**Work instruction:**
Nothing but a verbatim copy of the data, minus the images, should be returned.

-------- Data for the task

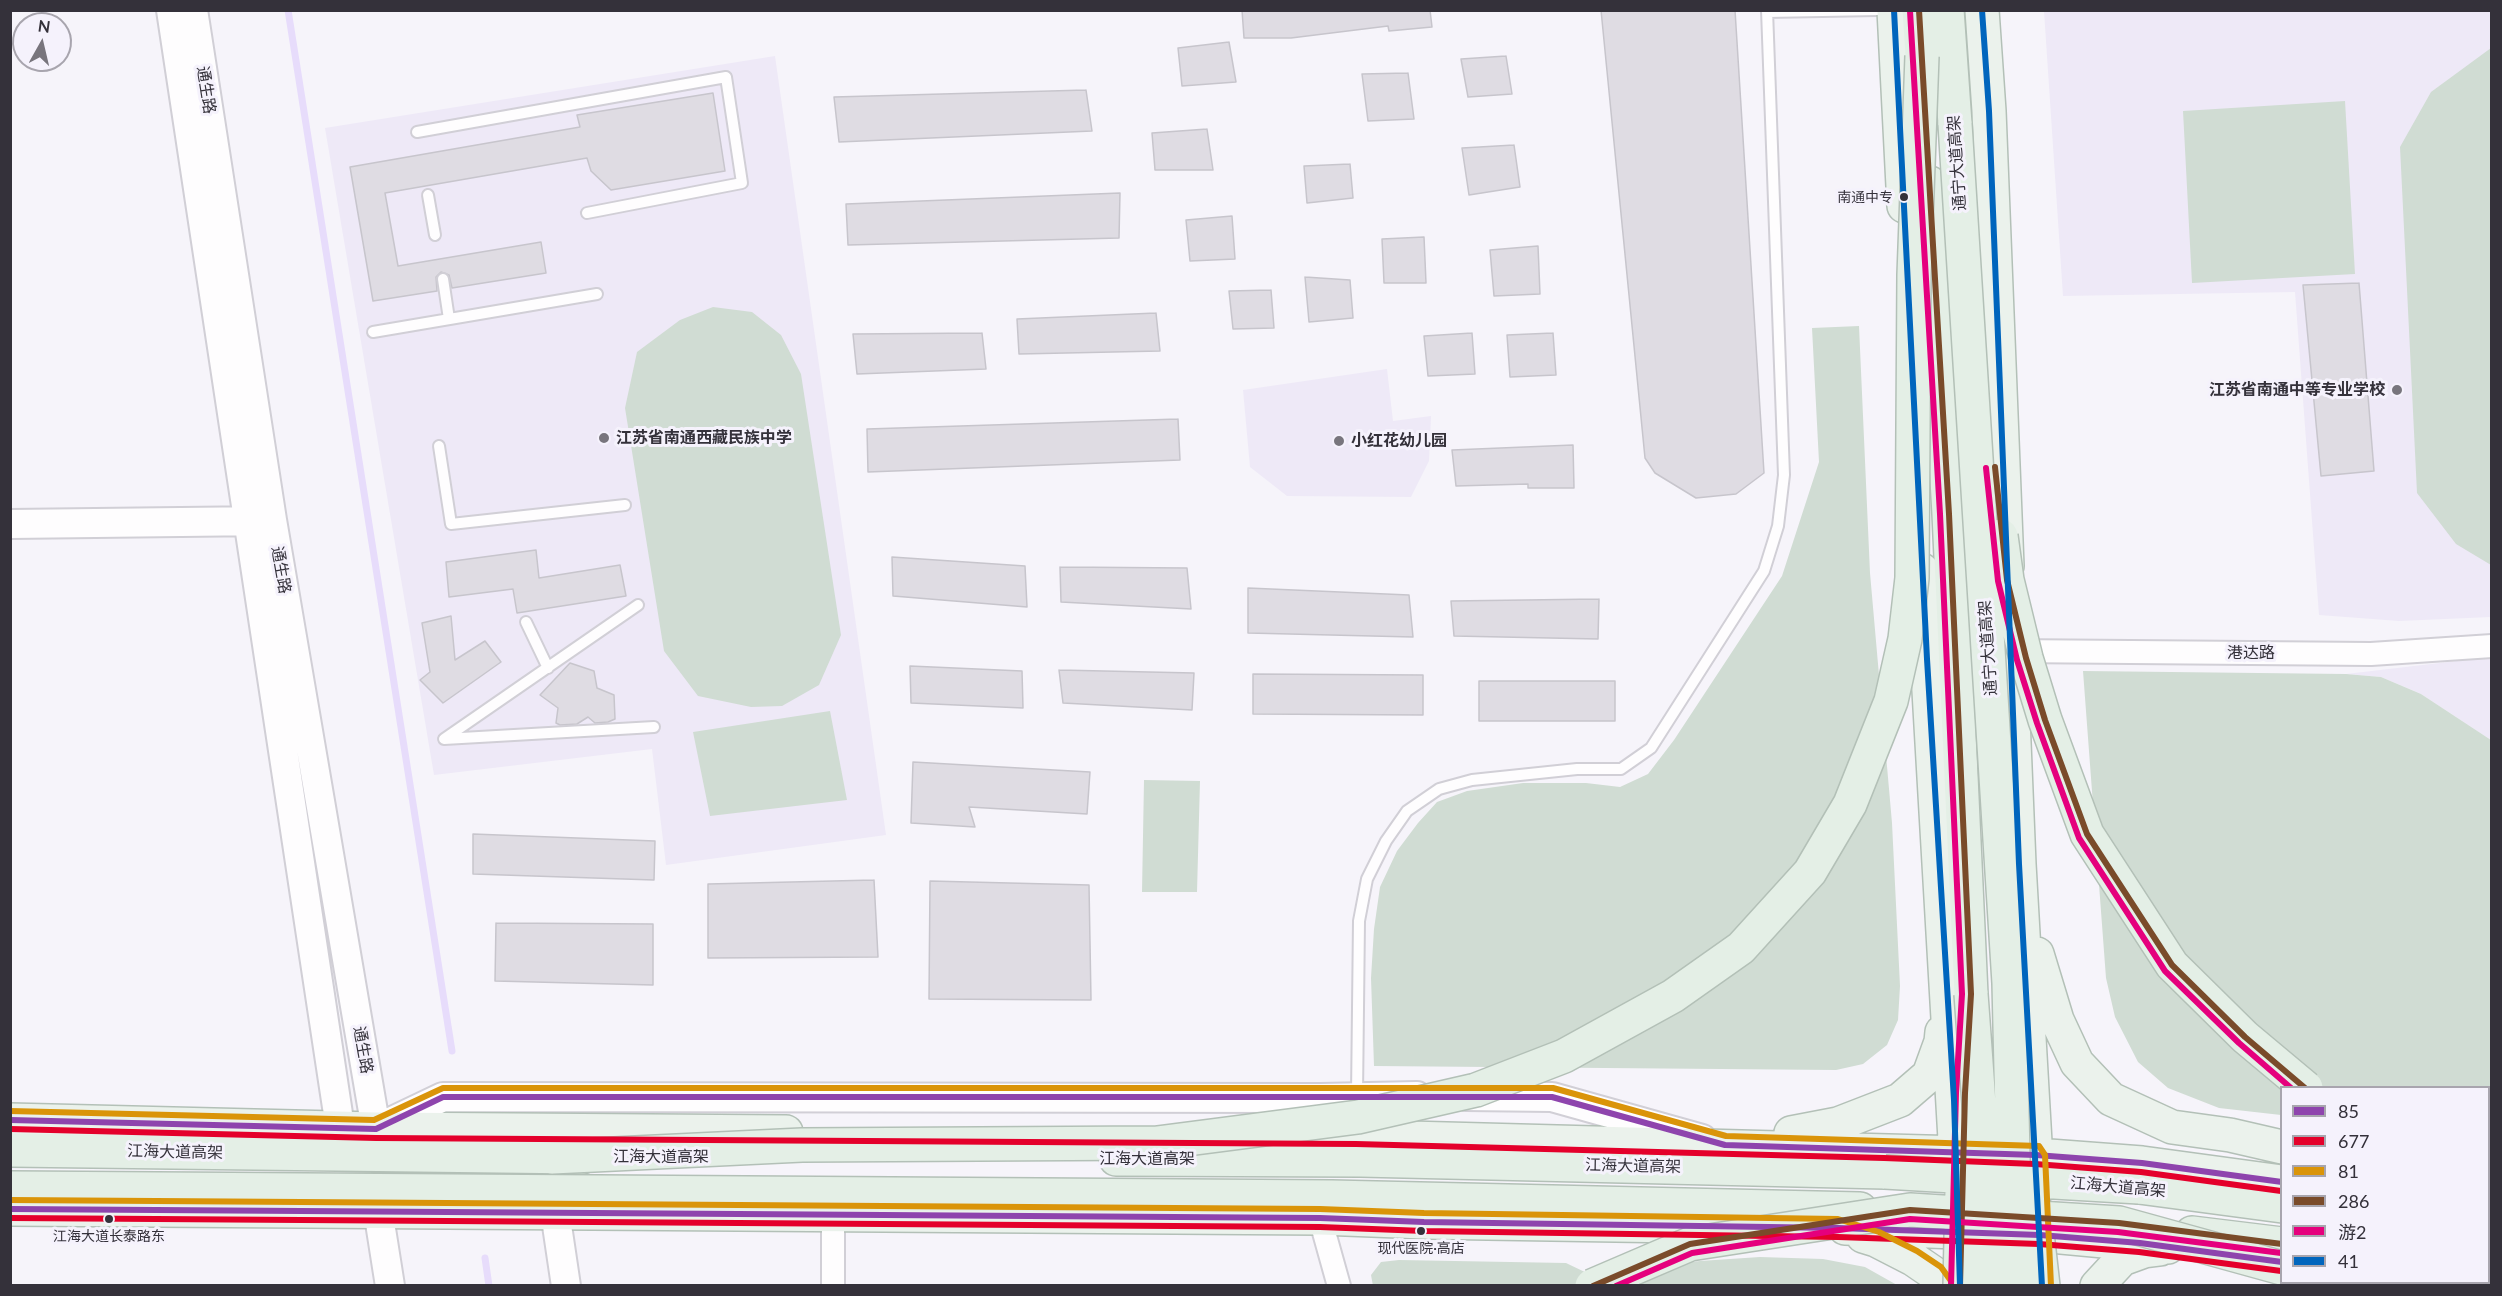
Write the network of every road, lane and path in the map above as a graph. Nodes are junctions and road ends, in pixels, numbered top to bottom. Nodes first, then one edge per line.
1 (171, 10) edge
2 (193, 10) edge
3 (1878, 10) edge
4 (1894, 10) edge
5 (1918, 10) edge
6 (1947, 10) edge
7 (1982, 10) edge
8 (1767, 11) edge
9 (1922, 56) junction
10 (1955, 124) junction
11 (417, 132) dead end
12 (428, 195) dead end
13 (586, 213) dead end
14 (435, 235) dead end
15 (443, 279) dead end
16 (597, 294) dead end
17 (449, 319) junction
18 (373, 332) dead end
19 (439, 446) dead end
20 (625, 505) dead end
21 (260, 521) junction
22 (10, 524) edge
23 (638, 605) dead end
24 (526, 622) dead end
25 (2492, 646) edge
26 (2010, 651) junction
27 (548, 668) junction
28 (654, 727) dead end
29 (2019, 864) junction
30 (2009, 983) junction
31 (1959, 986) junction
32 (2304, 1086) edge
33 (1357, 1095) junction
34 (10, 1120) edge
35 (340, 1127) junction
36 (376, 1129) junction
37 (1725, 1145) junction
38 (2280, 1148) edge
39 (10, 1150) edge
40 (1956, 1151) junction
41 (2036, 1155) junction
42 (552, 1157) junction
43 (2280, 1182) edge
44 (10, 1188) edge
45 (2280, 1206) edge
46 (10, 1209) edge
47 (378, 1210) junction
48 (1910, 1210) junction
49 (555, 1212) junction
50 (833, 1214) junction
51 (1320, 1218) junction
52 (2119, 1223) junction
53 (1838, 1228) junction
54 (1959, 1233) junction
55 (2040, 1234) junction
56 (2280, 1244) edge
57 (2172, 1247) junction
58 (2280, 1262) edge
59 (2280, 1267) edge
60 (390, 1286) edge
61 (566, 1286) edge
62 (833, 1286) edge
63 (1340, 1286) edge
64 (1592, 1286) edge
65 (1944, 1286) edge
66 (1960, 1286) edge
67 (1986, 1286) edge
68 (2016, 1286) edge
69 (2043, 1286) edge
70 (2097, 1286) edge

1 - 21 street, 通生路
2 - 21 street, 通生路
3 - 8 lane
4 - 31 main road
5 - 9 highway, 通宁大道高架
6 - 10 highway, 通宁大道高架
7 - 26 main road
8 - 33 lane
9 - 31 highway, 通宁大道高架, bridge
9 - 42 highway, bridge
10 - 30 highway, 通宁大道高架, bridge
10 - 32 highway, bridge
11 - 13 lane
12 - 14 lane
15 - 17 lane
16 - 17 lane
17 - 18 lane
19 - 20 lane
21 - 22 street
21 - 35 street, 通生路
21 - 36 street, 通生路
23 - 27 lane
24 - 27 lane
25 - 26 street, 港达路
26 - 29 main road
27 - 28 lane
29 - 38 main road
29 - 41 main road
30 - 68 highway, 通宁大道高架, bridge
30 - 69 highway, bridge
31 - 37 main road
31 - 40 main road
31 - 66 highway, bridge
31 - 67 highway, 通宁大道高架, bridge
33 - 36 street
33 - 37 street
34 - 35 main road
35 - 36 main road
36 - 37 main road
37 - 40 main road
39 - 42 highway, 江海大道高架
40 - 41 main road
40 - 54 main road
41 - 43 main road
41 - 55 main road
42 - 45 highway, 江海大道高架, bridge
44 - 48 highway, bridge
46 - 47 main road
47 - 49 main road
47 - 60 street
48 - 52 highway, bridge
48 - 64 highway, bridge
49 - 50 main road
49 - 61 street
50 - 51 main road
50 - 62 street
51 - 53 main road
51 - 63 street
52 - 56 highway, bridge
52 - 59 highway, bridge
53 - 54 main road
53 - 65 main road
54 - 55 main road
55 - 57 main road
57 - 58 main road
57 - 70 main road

----------------

**Task result:**
Write the network of every road, lane and path in the map above as a graph. Nodes are junctions and road ends, in pixels, numbered top to bottom. Nodes first, then one edge per line.
1 (171, 10) edge
2 (193, 10) edge
3 (1878, 10) edge
4 (1894, 10) edge
5 (1918, 10) edge
6 (1947, 10) edge
7 (1982, 10) edge
8 (1767, 11) edge
9 (1922, 56) junction
10 (1955, 124) junction
11 (417, 132) dead end
12 (428, 195) dead end
13 (586, 213) dead end
14 (435, 235) dead end
15 (443, 279) dead end
16 (597, 294) dead end
17 (449, 319) junction
18 (373, 332) dead end
19 (439, 446) dead end
20 (625, 505) dead end
21 (260, 521) junction
22 (10, 524) edge
23 (638, 605) dead end
24 (526, 622) dead end
25 (2492, 646) edge
26 (2010, 651) junction
27 (548, 668) junction
28 (654, 727) dead end
29 (2019, 864) junction
30 (2009, 983) junction
31 (1959, 986) junction
32 (2304, 1086) edge
33 (1357, 1095) junction
34 (10, 1120) edge
35 (340, 1127) junction
36 (376, 1129) junction
37 (1725, 1145) junction
38 (2280, 1148) edge
39 (10, 1150) edge
40 (1956, 1151) junction
41 (2036, 1155) junction
42 (552, 1157) junction
43 (2280, 1182) edge
44 (10, 1188) edge
45 (2280, 1206) edge
46 (10, 1209) edge
47 (378, 1210) junction
48 (1910, 1210) junction
49 (555, 1212) junction
50 (833, 1214) junction
51 (1320, 1218) junction
52 (2119, 1223) junction
53 (1838, 1228) junction
54 (1959, 1233) junction
55 (2040, 1234) junction
56 (2280, 1244) edge
57 (2172, 1247) junction
58 (2280, 1262) edge
59 (2280, 1267) edge
60 (390, 1286) edge
61 (566, 1286) edge
62 (833, 1286) edge
63 (1340, 1286) edge
64 (1592, 1286) edge
65 (1944, 1286) edge
66 (1960, 1286) edge
67 (1986, 1286) edge
68 (2016, 1286) edge
69 (2043, 1286) edge
70 (2097, 1286) edge

1 - 21 street, 通生路
2 - 21 street, 通生路
3 - 8 lane
4 - 31 main road
5 - 9 highway, 通宁大道高架
6 - 10 highway, 通宁大道高架
7 - 26 main road
8 - 33 lane
9 - 31 highway, 通宁大道高架, bridge
9 - 42 highway, bridge
10 - 30 highway, 通宁大道高架, bridge
10 - 32 highway, bridge
11 - 13 lane
12 - 14 lane
15 - 17 lane
16 - 17 lane
17 - 18 lane
19 - 20 lane
21 - 22 street
21 - 35 street, 通生路
21 - 36 street, 通生路
23 - 27 lane
24 - 27 lane
25 - 26 street, 港达路
26 - 29 main road
27 - 28 lane
29 - 38 main road
29 - 41 main road
30 - 68 highway, 通宁大道高架, bridge
30 - 69 highway, bridge
31 - 37 main road
31 - 40 main road
31 - 66 highway, bridge
31 - 67 highway, 通宁大道高架, bridge
33 - 36 street
33 - 37 street
34 - 35 main road
35 - 36 main road
36 - 37 main road
37 - 40 main road
39 - 42 highway, 江海大道高架
40 - 41 main road
40 - 54 main road
41 - 43 main road
41 - 55 main road
42 - 45 highway, 江海大道高架, bridge
44 - 48 highway, bridge
46 - 47 main road
47 - 49 main road
47 - 60 street
48 - 52 highway, bridge
48 - 64 highway, bridge
49 - 50 main road
49 - 61 street
50 - 51 main road
50 - 62 street
51 - 53 main road
51 - 63 street
52 - 56 highway, bridge
52 - 59 highway, bridge
53 - 54 main road
53 - 65 main road
54 - 55 main road
55 - 57 main road
57 - 58 main road
57 - 70 main road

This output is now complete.